Fairfax’s Adele Ferguson writes that Westfield’s latest sale of US shopping centre assets is part of a “grand plan” from the Lowy family to bump up return on equity and turn the company into a growth stock.

“It was a plan it began in earnest in December 2010 when it split the Westfield juggernaut into two listed entities: Westfield Retail Trust, a vanilla property trust that brings steady returns; and Westfield Group, a more active and diverse global business with a strong pipeline of shopping centre developments. Sales of the US property assets on Monday were completed at a 7 per cent discount to their book value at December 31. But, to put it into context, the productivity (sales per square foot) on the seven properties is 22 per cent below its US portfolio average.”

In other news, while it’s clear many self-managed superannuants get into the industry without knowing the risk they’re taking on, The Australian Financial Review’s Chanticleer columnist Tony Boyd says there’s plenty of evidence to suggest the majority of them get into it with the right attitude and aptitude.

“The latest SMSF asset allocation numbers published by the Australian Tax Office show that trustees are choosing to put their money in places not offered by many professional service providers. At a time when the bank-owned fund management companies, AMP and industry super funds have stuck with a vanilla selection of products, SMSF trustees have shown a penchant for being more adventurous. Some will say that investing in overseas residential property, collectables and using non-recourse lending is fraught with danger and going to lead to disaster. But the analysis of SMSFs by Rice Warner actuaries published on Monday by ASIC commissioner Peter Kell shows they have consistently outpeformed the professionally managed funds over the longer term.”

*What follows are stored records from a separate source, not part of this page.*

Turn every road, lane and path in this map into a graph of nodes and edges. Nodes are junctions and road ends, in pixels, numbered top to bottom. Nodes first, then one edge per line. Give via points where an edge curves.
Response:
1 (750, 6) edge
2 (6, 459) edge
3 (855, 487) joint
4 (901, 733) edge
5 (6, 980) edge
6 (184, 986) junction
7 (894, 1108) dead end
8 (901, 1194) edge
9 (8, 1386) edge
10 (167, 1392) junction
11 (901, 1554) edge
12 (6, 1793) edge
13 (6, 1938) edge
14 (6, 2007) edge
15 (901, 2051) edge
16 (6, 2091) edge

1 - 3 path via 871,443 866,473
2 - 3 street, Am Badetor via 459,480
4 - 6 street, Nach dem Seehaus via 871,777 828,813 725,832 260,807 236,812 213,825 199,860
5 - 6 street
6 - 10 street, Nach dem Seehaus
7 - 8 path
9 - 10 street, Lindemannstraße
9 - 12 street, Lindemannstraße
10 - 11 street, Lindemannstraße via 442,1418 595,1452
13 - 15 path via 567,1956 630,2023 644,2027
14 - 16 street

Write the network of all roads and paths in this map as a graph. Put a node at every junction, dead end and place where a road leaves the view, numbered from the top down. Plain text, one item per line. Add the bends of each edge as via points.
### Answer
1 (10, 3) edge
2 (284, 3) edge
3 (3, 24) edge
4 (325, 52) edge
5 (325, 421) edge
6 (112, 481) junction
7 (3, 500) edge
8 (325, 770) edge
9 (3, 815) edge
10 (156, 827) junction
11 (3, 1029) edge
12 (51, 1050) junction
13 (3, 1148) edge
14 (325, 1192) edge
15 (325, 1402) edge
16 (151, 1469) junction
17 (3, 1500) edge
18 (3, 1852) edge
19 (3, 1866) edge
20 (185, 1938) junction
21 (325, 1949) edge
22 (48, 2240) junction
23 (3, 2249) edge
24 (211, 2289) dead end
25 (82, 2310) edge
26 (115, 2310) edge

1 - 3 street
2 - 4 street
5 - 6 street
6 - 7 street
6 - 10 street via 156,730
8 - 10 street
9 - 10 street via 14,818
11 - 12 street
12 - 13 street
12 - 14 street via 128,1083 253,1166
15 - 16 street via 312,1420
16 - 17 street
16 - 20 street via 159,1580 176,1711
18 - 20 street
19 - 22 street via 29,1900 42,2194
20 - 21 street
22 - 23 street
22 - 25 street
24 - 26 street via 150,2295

Also, The Australian’s John Durie reports from Indonesia on the country’s touchy financial markets amid speculation about the Federal Reserve’s next chairman, which of course could greatly influence the central bank’s money printing program.

“That is one reason Jakarta has openly supported the Bank of Indonesia's rapid increase in interest rates in the last few weeks, from 6.5 per cent to 7.25 per cent. On some calls, Indonesia is relatively well placed and that's certainly the message Finance Minister Chatib Basri was trying to drive home in interviews over the weekend, saying the nation's relatively low fiscal deficit of 2.4 per cent of GDP was manageable, but a record $US9.8 billion ($10.5bn) current account deficit needs work, as does inflation. Stability was his catchcry. Bank economists are winding back GDP forecasts, from as high as 6.5 per cent earlier in the year, to 6 per cent at best. Deteriorating economic fundamentals are one thing, but with the election season already started, political risks have raised more concerns among foreign investors at exactly the wrong time.”

Still in economics, the Herald Sun’s Terry McCrann points out that the immediate economic future of average Australians is being shaped just as significantly by the decisions of bureaucrats in Washington as by our own boffins in Canberra — think succession planning at the Federal Reserve.

Although speaking of Canberra, The Australian Financial Review’s Jennifer Hewett believes incoming assistant treasurer Arthur Sinodinos will have his work cut out for him in an ill-defined portfolio that will include superannuation and financial services.

In company news, Fairfax’s Elizabeth Knight writes about the changing role of John Alexander as a confidant of billionaire James Packer, as the Crown executive deputy chairman’s position is confirmed for an ‘indefinite’ period.

And finally, The Australian’s Barry Fitzgerald says he’s always astounded at how Australian junior miners and explorers are tearing it up in all corners of the globe.

His case in point this morning is the ASX-listed Base Resources, with its $US305 million ($326 million) Kwale mineral sands project in Kenya. It’s due to come online this year.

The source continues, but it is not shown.